Coursera
While Coursera excels at delivering high-quality learning content, it falls short in helping learners stay engaged and complete courses in self-paced environments.To bridge the gap between content access and course completion, this project introduces a hyper-personalized learning experience, combining context-aware nudges,and hyper-personalized peer learning system to guide learners through their journey.
Timeline
4 months
Role
UX/UI Designer
Team
Solo
Skills
UX design , prototyping, usability testing , A/B testing, Metrics evaluation
Problem
How might we help learners stay engaged and confident in a self-paced learning environment, without overwhelming them?
Outcome
I redesigned Coursera's "My Learning" dashboard with a hyper-personalized system that supports learners through AI-matched peer learning and context-aware nudges.
Final Design
Adapt your learning experience, stay accountable with peers, and keep learning.
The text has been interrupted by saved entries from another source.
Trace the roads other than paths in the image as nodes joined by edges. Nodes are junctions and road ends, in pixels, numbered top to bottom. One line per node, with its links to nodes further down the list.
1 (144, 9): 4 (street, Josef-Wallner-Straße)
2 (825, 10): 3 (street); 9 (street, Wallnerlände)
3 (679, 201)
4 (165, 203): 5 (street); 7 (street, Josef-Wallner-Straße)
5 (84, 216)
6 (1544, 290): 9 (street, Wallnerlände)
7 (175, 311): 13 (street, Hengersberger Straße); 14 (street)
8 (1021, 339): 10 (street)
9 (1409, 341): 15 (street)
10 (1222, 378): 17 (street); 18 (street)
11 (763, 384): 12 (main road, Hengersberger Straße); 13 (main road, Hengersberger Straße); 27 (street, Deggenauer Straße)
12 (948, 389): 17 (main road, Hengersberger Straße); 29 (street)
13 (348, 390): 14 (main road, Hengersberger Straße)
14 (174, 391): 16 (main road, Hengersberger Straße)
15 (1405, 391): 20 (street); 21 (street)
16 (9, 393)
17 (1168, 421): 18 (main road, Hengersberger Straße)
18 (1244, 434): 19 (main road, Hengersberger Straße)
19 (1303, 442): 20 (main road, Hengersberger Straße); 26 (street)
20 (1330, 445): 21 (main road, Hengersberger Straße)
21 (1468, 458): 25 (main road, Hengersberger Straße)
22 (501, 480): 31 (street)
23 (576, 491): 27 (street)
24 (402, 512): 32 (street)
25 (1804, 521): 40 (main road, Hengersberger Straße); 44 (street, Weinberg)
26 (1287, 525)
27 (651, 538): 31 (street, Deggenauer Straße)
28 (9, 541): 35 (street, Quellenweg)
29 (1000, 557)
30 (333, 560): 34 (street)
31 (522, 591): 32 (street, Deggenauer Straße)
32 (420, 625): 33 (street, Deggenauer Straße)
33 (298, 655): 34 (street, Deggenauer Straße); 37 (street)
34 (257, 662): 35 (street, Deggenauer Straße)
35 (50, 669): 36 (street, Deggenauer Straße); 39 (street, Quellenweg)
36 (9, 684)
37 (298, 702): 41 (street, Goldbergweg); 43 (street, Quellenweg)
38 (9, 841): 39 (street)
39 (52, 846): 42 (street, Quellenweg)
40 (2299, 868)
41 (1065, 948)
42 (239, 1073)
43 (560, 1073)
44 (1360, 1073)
Hyper-Personalized Peer Learning
Learners are connected with peers to reduce isolation and create a sense of shared progress.
Rather than large discussion forums, peer learning focuses on small, relevant connections that encourage accountability and motivation throughout the course.

Behaviour Based Nudges
Personalized prompts triggered by learner behavior, such as video rewinds, pauses, or drop-offs, to guide timely next steps.

Motivation Feedback Loops
Clear, actionable prompts that suggest what to do next, like resuming a lesson, joining a peer session, or completing a small task.
The Process
To understand the scale of the retention problem, I analyzed industry trends and platform behavior
Impact
Recognized for strategic thinking and system-level design
I successfully presented this project at the NYIT Thesis Winter Show 2025, where it sparked discussions around AI trust, learner autonomy, and retention-driven UX.
Reflections
This project changed how I think about personalization!
Designing for behavior, not assumptions
This project reinforced that good UX is not about predicting what users should do, but about responding to what they actually do. Observing real learner behaviors such as pausing, rewinding, or disengaging helped me design interventions that felt timely and relevant rather than generic or intrusive.
Hyper-personalization is about timing, not volume
This project showed me that hyper-personalization is effective only when it appears at the right moment. Personalizing too much or too often can feel intrusive, but subtle, timely support based on real behavior helps users feel understood rather than managed. Designing hyper-personalization became less about adding intelligence and more about respecting users’ attention and emotional state.